What to produce:
Among the records, which lines include "edges"? List them.

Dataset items
· · · · ·

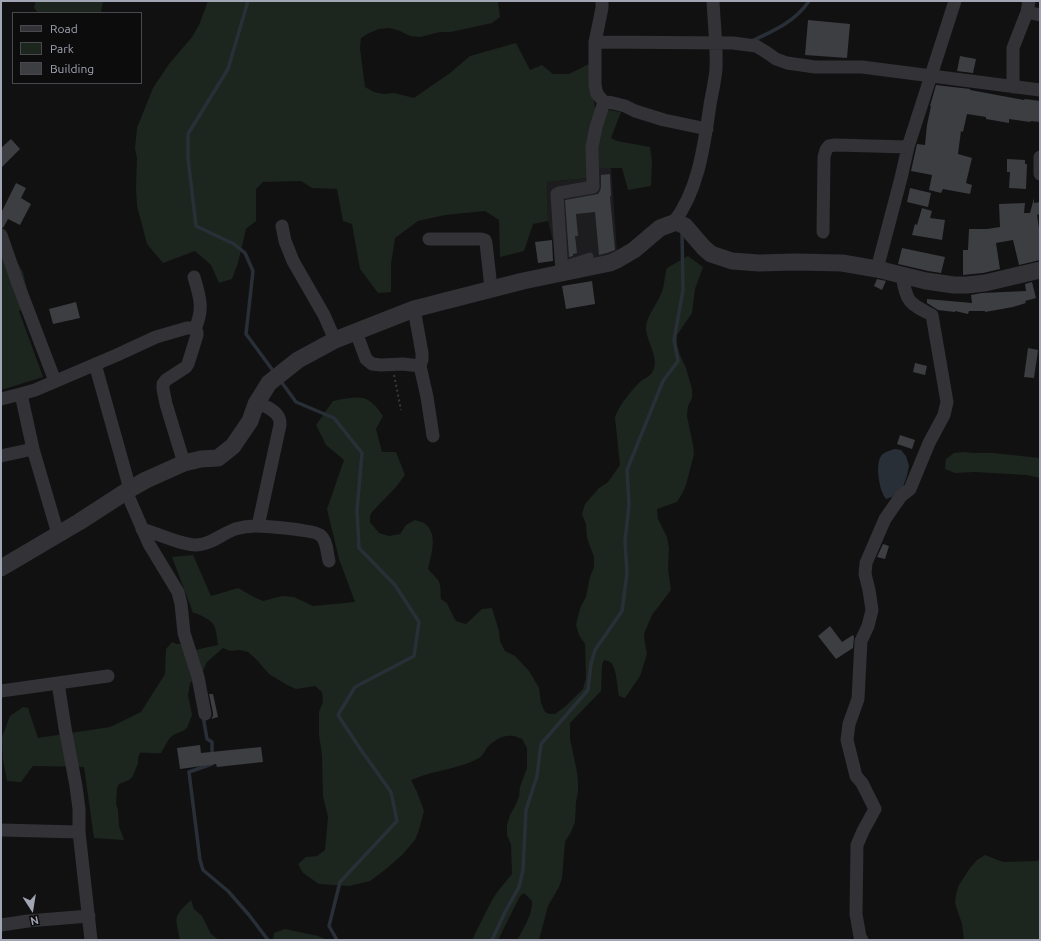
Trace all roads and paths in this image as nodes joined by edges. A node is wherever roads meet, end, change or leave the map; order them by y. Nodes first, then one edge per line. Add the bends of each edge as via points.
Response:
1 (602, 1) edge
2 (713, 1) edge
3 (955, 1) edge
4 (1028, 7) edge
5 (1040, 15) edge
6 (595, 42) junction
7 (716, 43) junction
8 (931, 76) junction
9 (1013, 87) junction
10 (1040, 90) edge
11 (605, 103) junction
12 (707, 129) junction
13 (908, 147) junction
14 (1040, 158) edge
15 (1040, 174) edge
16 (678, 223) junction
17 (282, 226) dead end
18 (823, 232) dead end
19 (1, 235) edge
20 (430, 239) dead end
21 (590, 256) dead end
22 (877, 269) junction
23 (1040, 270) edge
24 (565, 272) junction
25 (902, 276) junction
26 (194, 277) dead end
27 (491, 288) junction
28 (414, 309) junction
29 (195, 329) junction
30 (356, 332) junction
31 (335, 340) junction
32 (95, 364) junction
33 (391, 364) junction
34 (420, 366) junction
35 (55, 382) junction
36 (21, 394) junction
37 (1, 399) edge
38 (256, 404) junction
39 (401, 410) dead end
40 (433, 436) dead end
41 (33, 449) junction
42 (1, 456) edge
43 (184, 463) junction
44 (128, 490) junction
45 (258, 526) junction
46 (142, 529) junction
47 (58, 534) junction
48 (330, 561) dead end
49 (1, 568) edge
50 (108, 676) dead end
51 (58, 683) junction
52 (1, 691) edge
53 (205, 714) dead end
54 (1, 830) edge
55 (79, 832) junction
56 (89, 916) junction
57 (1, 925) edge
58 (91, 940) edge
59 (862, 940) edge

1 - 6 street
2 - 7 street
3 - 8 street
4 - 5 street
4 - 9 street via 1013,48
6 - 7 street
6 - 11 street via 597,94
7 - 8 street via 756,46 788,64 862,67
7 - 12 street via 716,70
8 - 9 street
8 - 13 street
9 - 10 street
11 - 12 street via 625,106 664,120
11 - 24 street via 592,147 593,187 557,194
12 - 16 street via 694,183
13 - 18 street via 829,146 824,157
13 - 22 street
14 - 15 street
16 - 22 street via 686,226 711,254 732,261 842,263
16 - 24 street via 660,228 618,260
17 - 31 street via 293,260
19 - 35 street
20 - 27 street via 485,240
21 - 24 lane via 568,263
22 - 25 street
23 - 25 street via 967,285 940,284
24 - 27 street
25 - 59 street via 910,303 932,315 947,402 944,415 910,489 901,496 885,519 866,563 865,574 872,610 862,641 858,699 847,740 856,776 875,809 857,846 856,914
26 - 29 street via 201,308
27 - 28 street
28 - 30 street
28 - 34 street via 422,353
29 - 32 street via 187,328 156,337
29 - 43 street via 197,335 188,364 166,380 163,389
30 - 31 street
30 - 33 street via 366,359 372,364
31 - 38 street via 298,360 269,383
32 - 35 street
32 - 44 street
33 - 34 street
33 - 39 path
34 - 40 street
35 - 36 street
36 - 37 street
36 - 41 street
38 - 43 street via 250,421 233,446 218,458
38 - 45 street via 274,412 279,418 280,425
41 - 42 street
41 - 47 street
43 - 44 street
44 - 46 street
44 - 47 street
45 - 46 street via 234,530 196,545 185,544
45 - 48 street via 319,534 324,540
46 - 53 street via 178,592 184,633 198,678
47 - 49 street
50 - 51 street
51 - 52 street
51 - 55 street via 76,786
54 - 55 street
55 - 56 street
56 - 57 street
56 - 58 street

· · · · ·

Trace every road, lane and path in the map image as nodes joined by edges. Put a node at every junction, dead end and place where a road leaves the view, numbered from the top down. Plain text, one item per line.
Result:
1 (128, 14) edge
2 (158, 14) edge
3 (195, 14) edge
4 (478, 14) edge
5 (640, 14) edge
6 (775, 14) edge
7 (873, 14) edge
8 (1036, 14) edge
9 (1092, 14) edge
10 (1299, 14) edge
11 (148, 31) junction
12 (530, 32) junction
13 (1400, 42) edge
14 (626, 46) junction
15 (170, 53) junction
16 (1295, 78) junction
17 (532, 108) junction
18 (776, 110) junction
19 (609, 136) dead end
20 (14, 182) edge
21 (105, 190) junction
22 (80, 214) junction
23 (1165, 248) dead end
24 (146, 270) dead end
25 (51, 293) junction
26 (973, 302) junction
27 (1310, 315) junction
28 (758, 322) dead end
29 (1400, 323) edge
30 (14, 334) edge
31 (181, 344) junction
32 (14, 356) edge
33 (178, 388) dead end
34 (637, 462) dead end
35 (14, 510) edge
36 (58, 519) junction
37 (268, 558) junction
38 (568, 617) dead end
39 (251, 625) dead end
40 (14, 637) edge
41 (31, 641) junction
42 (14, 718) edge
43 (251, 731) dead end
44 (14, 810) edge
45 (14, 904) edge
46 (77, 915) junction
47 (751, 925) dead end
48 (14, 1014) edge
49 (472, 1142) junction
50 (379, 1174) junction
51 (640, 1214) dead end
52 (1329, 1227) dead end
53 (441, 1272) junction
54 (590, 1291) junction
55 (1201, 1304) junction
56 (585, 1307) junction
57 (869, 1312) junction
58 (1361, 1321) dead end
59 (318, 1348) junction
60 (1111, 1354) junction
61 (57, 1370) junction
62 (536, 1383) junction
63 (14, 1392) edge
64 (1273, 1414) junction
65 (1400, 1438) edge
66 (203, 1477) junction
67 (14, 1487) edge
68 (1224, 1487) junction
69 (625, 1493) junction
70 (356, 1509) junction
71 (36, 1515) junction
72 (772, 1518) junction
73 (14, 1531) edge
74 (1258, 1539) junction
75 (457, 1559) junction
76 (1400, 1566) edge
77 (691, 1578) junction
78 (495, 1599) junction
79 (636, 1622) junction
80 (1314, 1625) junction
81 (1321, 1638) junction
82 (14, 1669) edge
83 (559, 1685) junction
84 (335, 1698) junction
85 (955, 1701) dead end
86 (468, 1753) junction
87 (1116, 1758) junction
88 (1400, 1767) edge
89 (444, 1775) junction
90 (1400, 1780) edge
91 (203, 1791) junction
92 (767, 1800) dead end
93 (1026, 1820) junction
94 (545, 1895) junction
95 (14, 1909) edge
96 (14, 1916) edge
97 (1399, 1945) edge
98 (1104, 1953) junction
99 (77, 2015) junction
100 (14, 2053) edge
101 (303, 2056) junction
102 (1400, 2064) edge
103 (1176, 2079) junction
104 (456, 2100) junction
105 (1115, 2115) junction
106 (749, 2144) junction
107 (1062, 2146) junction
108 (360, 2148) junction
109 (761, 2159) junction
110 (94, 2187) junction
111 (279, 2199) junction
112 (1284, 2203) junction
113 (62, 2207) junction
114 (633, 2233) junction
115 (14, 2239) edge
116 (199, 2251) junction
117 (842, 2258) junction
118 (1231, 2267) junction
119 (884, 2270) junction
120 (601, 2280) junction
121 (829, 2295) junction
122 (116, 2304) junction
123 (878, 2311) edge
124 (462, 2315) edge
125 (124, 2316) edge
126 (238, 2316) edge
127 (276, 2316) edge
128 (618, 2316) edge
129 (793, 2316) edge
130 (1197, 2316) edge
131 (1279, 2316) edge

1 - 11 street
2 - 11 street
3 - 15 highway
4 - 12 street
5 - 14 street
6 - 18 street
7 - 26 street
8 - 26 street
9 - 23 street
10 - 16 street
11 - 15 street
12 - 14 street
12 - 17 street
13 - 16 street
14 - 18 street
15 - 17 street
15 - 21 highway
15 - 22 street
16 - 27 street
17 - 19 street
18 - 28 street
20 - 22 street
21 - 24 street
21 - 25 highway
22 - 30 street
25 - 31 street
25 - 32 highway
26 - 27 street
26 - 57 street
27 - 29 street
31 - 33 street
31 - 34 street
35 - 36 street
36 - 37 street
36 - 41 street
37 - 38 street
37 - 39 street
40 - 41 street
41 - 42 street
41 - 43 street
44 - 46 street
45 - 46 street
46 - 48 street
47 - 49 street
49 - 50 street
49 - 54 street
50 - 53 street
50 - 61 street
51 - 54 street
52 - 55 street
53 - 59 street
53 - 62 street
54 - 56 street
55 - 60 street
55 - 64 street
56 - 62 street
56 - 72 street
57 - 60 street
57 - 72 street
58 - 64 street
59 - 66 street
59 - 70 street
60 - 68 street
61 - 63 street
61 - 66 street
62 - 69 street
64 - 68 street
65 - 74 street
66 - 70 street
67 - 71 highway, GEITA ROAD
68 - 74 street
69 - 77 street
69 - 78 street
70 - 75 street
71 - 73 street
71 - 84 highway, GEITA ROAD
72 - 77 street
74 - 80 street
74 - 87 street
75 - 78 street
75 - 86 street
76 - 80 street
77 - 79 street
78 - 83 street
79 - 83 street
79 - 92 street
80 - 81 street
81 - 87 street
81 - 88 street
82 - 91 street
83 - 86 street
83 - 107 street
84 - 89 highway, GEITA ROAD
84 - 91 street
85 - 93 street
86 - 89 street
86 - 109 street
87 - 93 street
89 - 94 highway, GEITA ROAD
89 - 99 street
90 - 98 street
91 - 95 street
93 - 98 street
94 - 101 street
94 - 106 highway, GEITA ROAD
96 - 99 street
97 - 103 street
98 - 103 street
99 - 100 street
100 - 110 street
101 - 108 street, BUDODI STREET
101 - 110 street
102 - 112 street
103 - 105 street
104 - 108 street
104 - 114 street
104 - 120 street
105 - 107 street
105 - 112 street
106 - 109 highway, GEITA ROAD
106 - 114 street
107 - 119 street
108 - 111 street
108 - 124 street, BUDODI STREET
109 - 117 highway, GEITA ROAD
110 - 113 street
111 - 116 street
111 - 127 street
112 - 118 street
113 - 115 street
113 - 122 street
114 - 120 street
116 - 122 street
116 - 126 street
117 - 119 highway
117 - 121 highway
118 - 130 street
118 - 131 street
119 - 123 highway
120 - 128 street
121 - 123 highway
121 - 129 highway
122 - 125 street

· · · · ·

Response:
Trace all roads and paths in this image as nodes joined by edges. A node is wherever roads meet, end, change or leave the map; order them by y. Nodes first, then one edge per line. Add the bends of each edge as via points.
Trace every road, lane and path in the map image as nodes joined by edges. Put a node at every junction, dead end and place where a road leaves the view, numbered from the top down. Plain text, one item per line.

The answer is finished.